Exercise requirements
Scan the listing for the word "highway" and report every line that contains it.

Data for the task
================

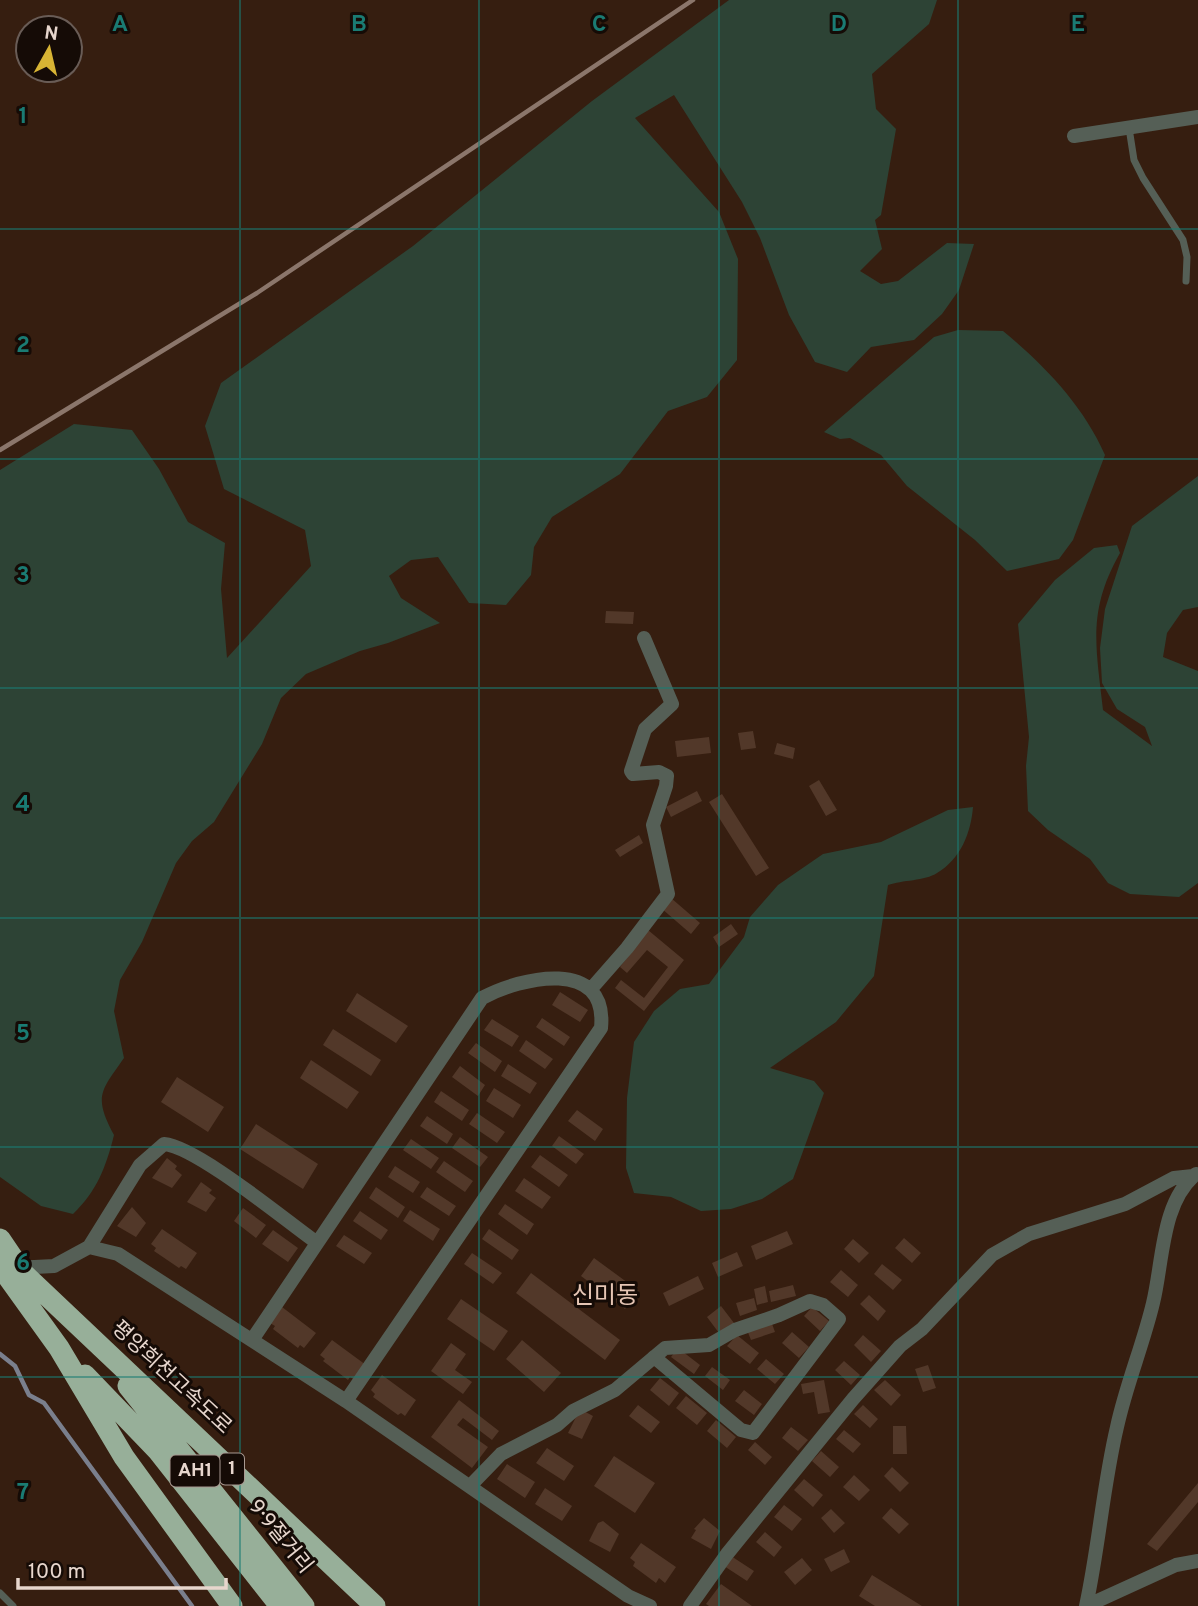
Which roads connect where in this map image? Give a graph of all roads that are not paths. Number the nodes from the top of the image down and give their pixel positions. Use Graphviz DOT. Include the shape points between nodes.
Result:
graph roads {
  1 [pos="1198,117"];
  2 [pos="1129,128"];
  3 [pos="1074,136"];
  4 [pos="1186,281"];
  5 [pos="644,638"];
  6 [pos="591,989"];
  7 [pos="1196,1175"];
  8 [pos="0,1239"];
  9 [pos="316,1242"];
  10 [pos="89,1247"];
  11 [pos="5,1268"];
  12 [pos="88,1334"];
  13 [pos="252,1340"];
  14 [pos="59,1348"];
  15 [pos="654,1357"];
  16 [pos="346,1401"];
  17 [pos="470,1486"];
  18 [pos="1198,1561"];
  19 [pos="0,1593"];
  20 [pos="13,1606"];
  21 [pos="232,1606"];
  22 [pos="280,1606"];
  23 [pos="304,1606"];
  24 [pos="375,1606"];
  25 [pos="650,1606"];
  26 [pos="690,1606"];
  27 [pos="1086,1606"];
  1 -- 2 [label="street"];
  2 -- 3 [label="street"];
  2 -- 4 [label="lane" via="1138,169 1183,240"];
  5 -- 6 [label="street" via="672,704 645,729 631,771 667,776 653,825 667,894"];
  6 -- 9 [label="street" via="547,978 482,998"];
  6 -- 16 [label="street" via="603,1011 601,1028"];
  7 -- 26 [label="street" via="1174,1178 1125,1204 1029,1234 992,1255 853,1399"];
  7 -- 27 [label="street" via="1171,1211 1153,1303 1118,1422"];
  8 -- 11 [label="highway, 평양희천고속도로 / 1"];
  9 -- 10 [label="street" via="197,1157 164,1144 140,1165"];
  9 -- 13 [label="street"];
  10 -- 11 [label="street" via="54,1266"];
  10 -- 13 [label="street" via="118,1254 144,1268"];
  11 -- 12 [label="highway, 평양희천고속도로 / 1"];
  11 -- 14 [label="highway, 평양희천고속도로 / 1"];
  12 -- 23 [label="highway, 9·9절거리 / AH1"];
  12 -- 24 [label="highway, 평양희천고속도로 / 1"];
  13 -- 16 [label="street"];
  14 -- 21 [label="highway, 평양희천고속도로 / 1" via="124,1457"];
  14 -- 22 [label="highway, 9·9절거리 / AH1" via="158,1451"];
  15 -- 15 [label="street" via="741,1430 753,1433 839,1320 810,1300 709,1345 673,1346"];
  15 -- 17 [label="street" via="615,1390 501,1454"];
  16 -- 17 [label="street"];
  17 -- 25 [label="street" via="628,1596"];
  18 -- 27 [label="street" via="1176,1565"];
  19 -- 20 [label="lane"];
}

================

Worked solution
  8 -- 11 [label="highway, 평양희천고속도로 / 1"];
  11 -- 12 [label="highway, 평양희천고속도로 / 1"];
  11 -- 14 [label="highway, 평양희천고속도로 / 1"];
  12 -- 23 [label="highway, 9·9절거리 / AH1"];
  12 -- 24 [label="highway, 평양희천고속도로 / 1"];
  14 -- 21 [label="highway, 평양희천고속도로 / 1" via="124,1457"];
  14 -- 22 [label="highway, 9·9절거리 / AH1" via="158,1451"];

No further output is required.